CBRE Senior Sustainability Consultant
For many years the property development industry has operated under the assumption that green buildings cost more to build and the greener the building the more expensive. This belief is now being challenged by new research from the BRE in conjunction with cost consultants Sweett Group. Findings released in August 2014 show that the additional cost of achieving a BREEAM Excellent rating for office buildings in a typical urban setting could be less than 1%.
The Delivering Sustainable Buildings study assessed three building types - air conditioned office, secondary school and a community healthcare centre – against English Part L 2010 building regulations and the 2011 BREEAM new construction guidance with consideration to location. The financial analysis reviewed capital and lifecycle costs to give a long term picture of the costs and benefits of the typical sustainability measures adopted.

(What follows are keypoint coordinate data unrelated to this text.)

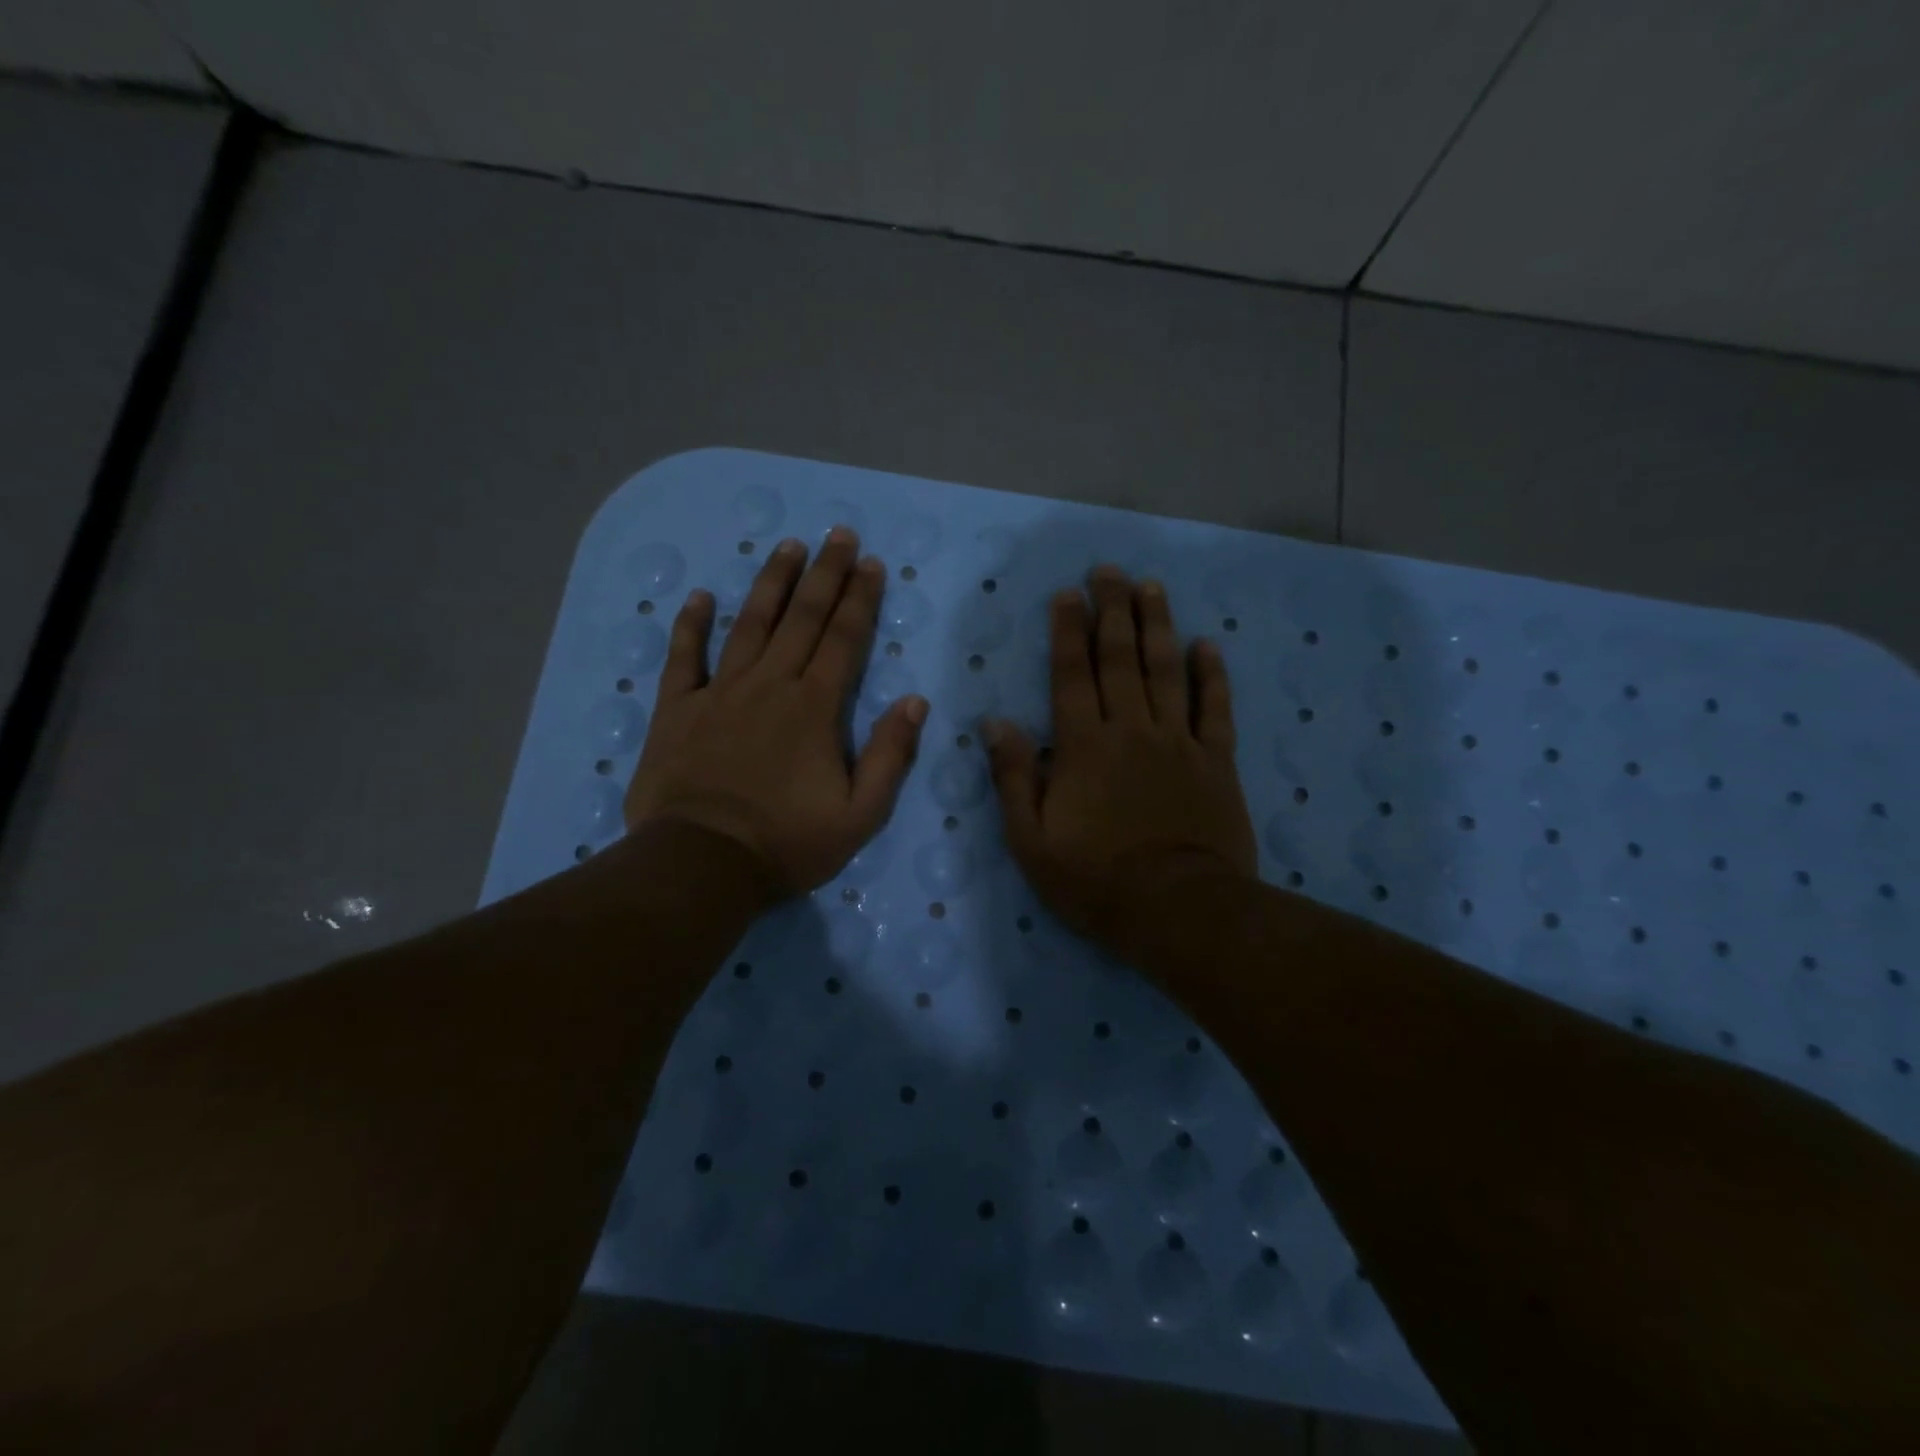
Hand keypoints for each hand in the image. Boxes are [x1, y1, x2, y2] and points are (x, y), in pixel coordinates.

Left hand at [624, 527, 928, 898]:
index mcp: (814, 707)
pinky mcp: (677, 709)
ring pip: (749, 624)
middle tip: (838, 534)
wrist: (702, 864)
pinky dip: (691, 625)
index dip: (860, 599)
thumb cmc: (787, 842)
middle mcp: (770, 685)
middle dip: (824, 573)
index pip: (844, 639)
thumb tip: (915, 701)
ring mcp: (719, 692)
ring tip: (787, 547)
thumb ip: (890, 756)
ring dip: (771, 583)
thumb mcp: (860, 814)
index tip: (870, 564)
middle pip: (802, 618)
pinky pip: (683, 657)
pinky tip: (699, 597)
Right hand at [986, 567, 1256, 952]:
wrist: (1178, 911)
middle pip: (1120, 659)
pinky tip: (1208, 645)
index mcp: (1083, 747)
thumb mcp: (1031, 841)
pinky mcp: (1216, 761)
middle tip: (1108, 571)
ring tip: (1151, 587)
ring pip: (1166, 671)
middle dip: (1112, 611)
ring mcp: (1177, 742)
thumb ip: (1013, 778)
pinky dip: (1211, 675)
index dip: (1067, 632)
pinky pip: (1214, 708)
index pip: (1071, 675)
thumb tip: (996, 723)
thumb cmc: (1095, 881)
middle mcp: (1130, 730)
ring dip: (1158, 625)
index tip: (1067, 594)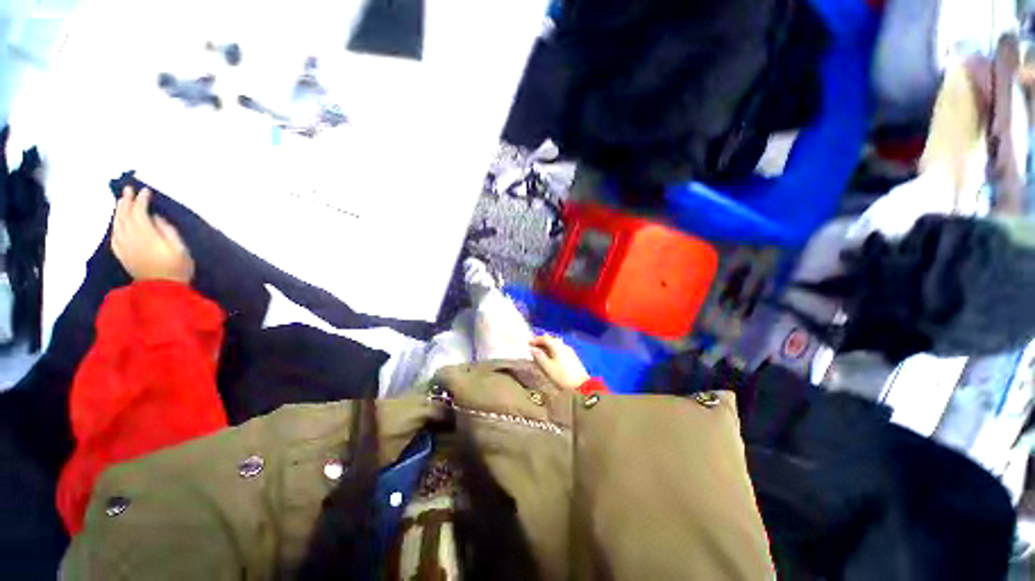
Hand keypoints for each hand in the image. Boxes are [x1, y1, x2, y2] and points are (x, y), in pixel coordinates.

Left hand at [112, 187, 194, 283]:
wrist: (163, 291)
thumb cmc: (177, 268)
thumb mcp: (181, 248)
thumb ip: (168, 230)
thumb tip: (156, 217)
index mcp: (146, 235)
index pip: (140, 212)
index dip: (142, 200)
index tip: (146, 191)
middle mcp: (130, 238)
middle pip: (125, 216)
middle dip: (127, 201)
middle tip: (129, 189)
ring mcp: (124, 247)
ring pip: (117, 224)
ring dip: (119, 211)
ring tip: (122, 201)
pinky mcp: (121, 254)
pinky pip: (114, 235)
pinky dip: (115, 225)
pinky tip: (117, 222)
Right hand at [530, 335, 589, 390]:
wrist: (581, 386)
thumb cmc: (562, 376)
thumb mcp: (547, 367)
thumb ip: (539, 356)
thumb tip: (532, 348)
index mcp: (557, 346)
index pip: (545, 338)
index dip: (536, 339)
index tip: (528, 343)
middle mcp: (564, 345)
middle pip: (552, 340)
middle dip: (542, 342)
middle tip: (533, 346)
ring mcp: (570, 351)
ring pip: (556, 344)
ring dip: (548, 346)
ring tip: (541, 352)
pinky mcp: (573, 357)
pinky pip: (560, 349)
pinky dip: (553, 350)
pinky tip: (551, 357)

Cost uplifts to achieve BREEAM Excellent ratings (over a Pass rating) were found to be 0.87-1.71% for office buildings and 1.22-1.68% for secondary schools. The costs of constructing community healthcare centres were impacted more significantly by up to 6%. The study also concluded that the implementation of specific sustainable building features at the right stage in the design process allowed achievement of high ratings with little or no additional cost. This supports the often cited argument for an integrated design process where all design and development disciplines consider sustainability aspects from the outset of the project, thus avoiding additional consultant fees and costly changes to building fabric and services.
The research also points to the convergence of BREEAM ratings and Building Regulations that are progressively imposing more onerous resource efficiency requirements on the construction sector. As relative costs decrease and occupier demand increases, with recognition of the benefits to operating costs, wellbeing and productivity, there is a strong case for “green” buildings to become the new normal.